The media is an echo chamber
I had an interesting experience over the weekend. I went from door to door in some of the less classy parts of Gary, Indiana. It’s entirely possible you have never seen anything like some of the low income apartments I walked through. Think shot-out windows, toddlers wearing only diapers, and people peering mistrustfully from behind partially locked doors. In some of the areas where it was safer to just hang out, there were people who said they would love to vote for my candidate if I brought them a ballot—but there was no way they would walk to the polling station. And why should they? From their perspective, they would vote as sort of a courtesy to me—but most didn’t see their day to day reality changing by anything a politician did. This is one reason Gary traditionally has about a 20% voter turn out.
The sitting-around population is only a portion of Gary. Other portions of Gary hundreds of volunteers who drove busses to some of the low-income apartments, knocked on all the doors, and took everybody willing to walk to the parking lot to vote.

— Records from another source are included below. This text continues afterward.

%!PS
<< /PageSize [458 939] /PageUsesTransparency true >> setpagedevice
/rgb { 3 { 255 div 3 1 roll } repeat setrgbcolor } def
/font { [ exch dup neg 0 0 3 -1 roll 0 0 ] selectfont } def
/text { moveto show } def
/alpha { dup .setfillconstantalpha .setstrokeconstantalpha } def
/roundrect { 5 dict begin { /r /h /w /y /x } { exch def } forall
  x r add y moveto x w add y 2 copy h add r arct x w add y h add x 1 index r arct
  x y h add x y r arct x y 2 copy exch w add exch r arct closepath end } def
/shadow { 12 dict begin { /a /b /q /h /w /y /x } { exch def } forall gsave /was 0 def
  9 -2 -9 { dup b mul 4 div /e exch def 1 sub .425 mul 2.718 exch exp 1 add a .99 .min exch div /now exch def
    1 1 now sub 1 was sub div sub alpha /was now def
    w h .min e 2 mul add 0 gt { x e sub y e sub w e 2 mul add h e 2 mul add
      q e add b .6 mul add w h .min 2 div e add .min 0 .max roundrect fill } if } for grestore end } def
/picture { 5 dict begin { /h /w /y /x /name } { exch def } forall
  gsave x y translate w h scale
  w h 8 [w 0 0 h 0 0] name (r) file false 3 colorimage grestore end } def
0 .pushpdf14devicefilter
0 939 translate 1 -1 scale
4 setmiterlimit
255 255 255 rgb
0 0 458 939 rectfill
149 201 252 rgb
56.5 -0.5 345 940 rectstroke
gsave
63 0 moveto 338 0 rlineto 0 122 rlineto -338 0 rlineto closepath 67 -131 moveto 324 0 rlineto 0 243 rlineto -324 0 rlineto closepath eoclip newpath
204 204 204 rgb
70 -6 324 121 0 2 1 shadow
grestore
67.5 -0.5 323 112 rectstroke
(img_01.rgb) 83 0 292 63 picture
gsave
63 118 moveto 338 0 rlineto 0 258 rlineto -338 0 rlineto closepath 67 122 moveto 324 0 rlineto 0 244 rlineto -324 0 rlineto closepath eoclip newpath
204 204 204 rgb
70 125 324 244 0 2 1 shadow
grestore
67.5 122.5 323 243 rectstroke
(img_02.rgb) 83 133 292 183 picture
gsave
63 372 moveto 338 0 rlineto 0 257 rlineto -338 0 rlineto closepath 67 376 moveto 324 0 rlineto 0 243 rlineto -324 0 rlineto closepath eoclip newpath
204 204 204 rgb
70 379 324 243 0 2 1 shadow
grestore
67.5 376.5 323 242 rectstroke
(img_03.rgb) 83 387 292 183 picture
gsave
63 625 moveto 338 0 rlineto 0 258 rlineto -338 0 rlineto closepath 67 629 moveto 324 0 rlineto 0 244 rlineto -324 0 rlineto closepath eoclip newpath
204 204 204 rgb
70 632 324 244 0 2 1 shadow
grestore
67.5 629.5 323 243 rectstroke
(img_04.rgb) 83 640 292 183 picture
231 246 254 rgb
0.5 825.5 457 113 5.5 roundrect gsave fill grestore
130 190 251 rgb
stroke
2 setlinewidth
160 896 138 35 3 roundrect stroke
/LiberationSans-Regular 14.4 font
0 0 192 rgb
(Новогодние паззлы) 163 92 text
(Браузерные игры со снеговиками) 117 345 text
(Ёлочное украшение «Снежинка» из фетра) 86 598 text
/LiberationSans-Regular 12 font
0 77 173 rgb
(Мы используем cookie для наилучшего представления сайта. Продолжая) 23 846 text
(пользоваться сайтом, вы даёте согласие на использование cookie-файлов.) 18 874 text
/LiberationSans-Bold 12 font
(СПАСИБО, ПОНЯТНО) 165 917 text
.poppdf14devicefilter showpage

After an evening of knocking on doors, I went to see Michelle Obama speak. Suddenly the press was there—and there was something that looked a bit out of touch with most of them (excluding the nice guy from the Washington Post). They were all in suits looking impatient. The cameras were set up. The event was a performance. It was an effort to persuade the hundreds of people at the mini-rally to each get another twenty people to go vote on Tuesday. But to much of the press, it was another day watching a scripted speech. It was people in a suit watching a brilliant woman speaking to an anonymous room. The people had vanished. To the press, it was about votes, not voters.
But I didn’t say that the mainstream media was an echo chamber. New media doesn’t get a by—particularly when it’s just disecting and spinning what the mainstream media or other new media reports. There is a lot of the same bits of information repeated, recontextualized, modified, spun, and repeated. The press can report what was said, but often misses who it was said to.
Obsessively reading the news does not mean you know what’s going on in the world.